Within the listing below, the lines to output run from the one containing "exch dup neg" through the one containing "0 1059 translate 1 -1 scale"; copy them exactly and nothing else.

*** Opening of Record set ***

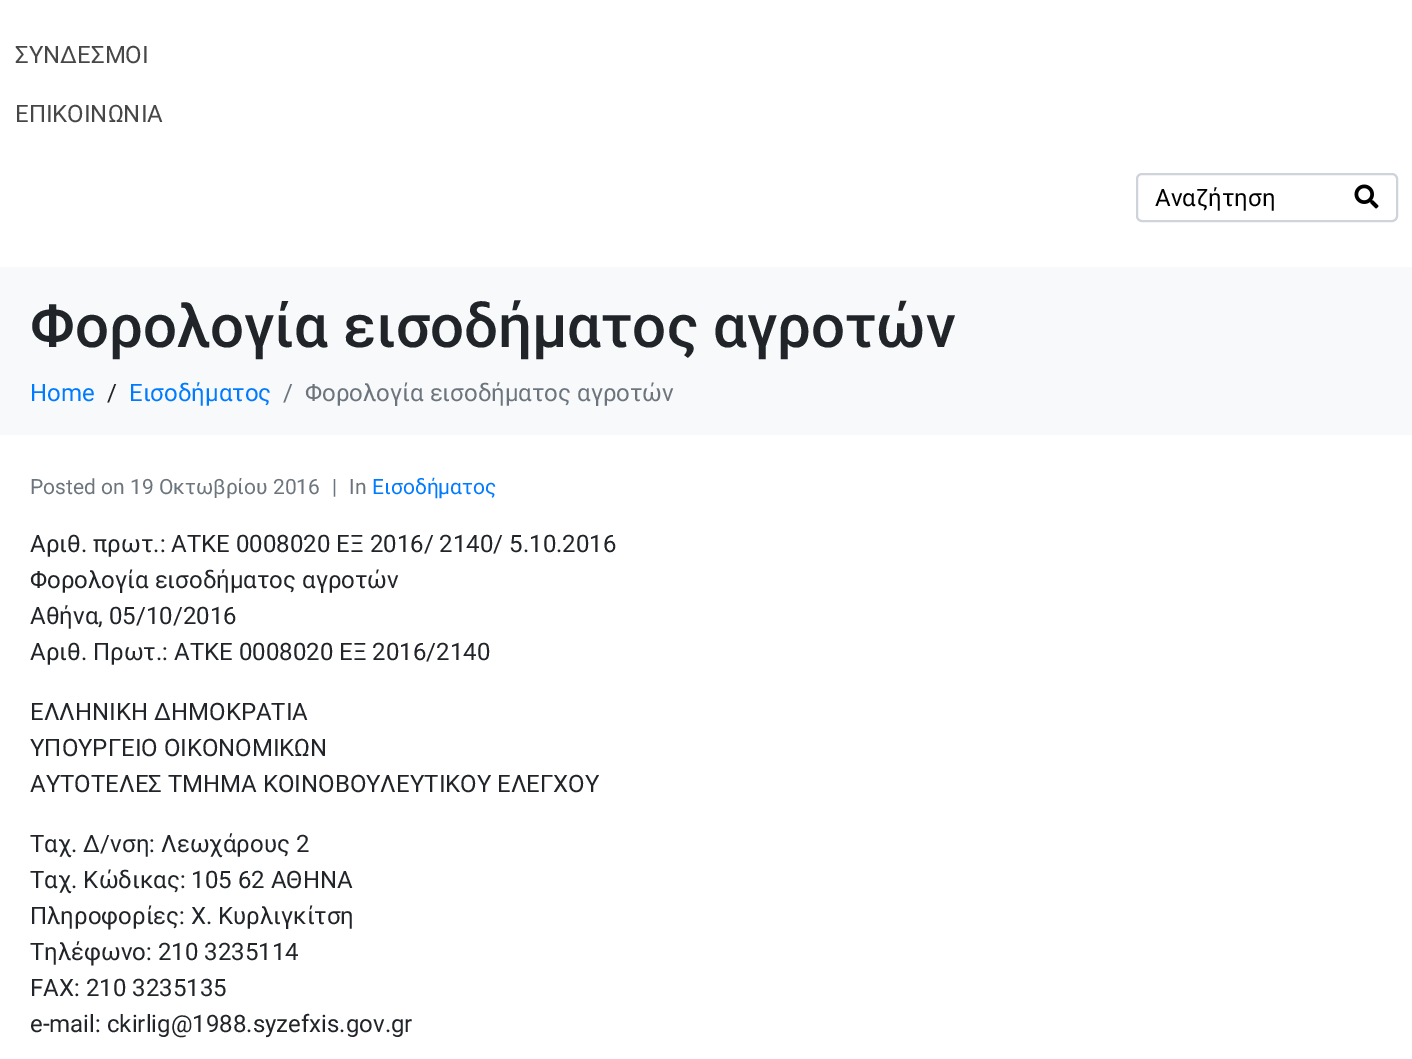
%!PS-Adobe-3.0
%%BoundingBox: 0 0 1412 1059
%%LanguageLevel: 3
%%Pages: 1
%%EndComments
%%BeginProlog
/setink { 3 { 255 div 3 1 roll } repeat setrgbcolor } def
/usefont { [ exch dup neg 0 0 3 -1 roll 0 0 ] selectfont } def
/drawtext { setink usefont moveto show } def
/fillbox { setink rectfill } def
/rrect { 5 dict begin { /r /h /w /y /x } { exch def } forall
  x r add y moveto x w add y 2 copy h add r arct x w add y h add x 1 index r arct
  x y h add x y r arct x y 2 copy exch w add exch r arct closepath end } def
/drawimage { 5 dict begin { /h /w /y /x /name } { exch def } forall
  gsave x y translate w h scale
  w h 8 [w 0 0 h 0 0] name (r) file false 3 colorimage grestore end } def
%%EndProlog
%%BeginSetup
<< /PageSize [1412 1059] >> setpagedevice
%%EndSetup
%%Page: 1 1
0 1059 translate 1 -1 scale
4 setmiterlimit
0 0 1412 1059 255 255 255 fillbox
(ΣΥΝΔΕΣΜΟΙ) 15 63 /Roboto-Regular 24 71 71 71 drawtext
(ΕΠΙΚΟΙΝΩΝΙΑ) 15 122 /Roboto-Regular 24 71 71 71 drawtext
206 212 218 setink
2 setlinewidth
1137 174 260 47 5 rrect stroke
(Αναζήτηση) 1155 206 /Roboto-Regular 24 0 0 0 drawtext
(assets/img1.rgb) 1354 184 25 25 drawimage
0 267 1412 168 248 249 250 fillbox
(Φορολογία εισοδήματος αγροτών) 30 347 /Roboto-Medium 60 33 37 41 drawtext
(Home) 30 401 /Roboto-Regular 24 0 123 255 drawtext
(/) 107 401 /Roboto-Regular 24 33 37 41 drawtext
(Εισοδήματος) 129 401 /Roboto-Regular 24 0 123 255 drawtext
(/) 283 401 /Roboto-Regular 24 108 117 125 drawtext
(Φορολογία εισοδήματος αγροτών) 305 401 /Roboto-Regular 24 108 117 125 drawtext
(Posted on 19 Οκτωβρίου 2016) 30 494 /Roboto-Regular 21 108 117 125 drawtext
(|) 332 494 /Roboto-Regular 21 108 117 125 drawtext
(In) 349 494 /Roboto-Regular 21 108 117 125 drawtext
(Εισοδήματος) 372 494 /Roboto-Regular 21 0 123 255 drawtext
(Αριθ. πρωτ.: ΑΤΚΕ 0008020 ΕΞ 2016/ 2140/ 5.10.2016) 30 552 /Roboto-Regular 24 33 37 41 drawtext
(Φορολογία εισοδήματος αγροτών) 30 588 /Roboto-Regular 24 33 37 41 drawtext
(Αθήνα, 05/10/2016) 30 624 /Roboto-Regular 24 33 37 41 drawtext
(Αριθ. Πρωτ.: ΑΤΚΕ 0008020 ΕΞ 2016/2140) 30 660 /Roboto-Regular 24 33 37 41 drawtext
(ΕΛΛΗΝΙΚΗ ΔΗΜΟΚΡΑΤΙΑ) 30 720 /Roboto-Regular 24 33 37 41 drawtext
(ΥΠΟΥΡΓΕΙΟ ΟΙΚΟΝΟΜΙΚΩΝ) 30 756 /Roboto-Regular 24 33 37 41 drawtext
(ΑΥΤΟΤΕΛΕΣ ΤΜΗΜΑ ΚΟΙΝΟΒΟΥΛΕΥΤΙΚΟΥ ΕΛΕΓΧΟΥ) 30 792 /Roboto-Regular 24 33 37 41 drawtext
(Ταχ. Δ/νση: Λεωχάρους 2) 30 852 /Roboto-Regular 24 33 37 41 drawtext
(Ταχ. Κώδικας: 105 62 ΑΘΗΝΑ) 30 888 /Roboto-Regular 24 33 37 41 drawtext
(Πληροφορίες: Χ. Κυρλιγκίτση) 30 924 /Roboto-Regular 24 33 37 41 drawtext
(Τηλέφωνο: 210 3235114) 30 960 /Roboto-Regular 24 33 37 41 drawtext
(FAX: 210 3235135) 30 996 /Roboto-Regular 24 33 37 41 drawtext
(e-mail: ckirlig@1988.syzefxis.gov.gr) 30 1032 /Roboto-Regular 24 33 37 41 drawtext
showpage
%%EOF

*** Close of Record set ***

Written answer:
/usefont { [ exch dup neg 0 0 3 -1 roll 0 0 ] selectfont } def
/drawtext { setink usefont moveto show } def
/fillbox { setink rectfill } def
/rrect { 5 dict begin { /r /h /w /y /x } { exch def } forall
  x r add y moveto x w add y 2 copy h add r arct x w add y h add x 1 index r arct
  x y h add x y r arct x y 2 copy exch w add exch r arct closepath end } def
/drawimage { 5 dict begin { /h /w /y /x /name } { exch def } forall
  gsave x y translate w h scale
  w h 8 [w 0 0 h 0 0] name (r) file false 3 colorimage grestore end } def
%%EndProlog
%%BeginSetup
<< /PageSize [1412 1059] >> setpagedevice
%%EndSetup
%%Page: 1 1
0 1059 translate 1 -1 scale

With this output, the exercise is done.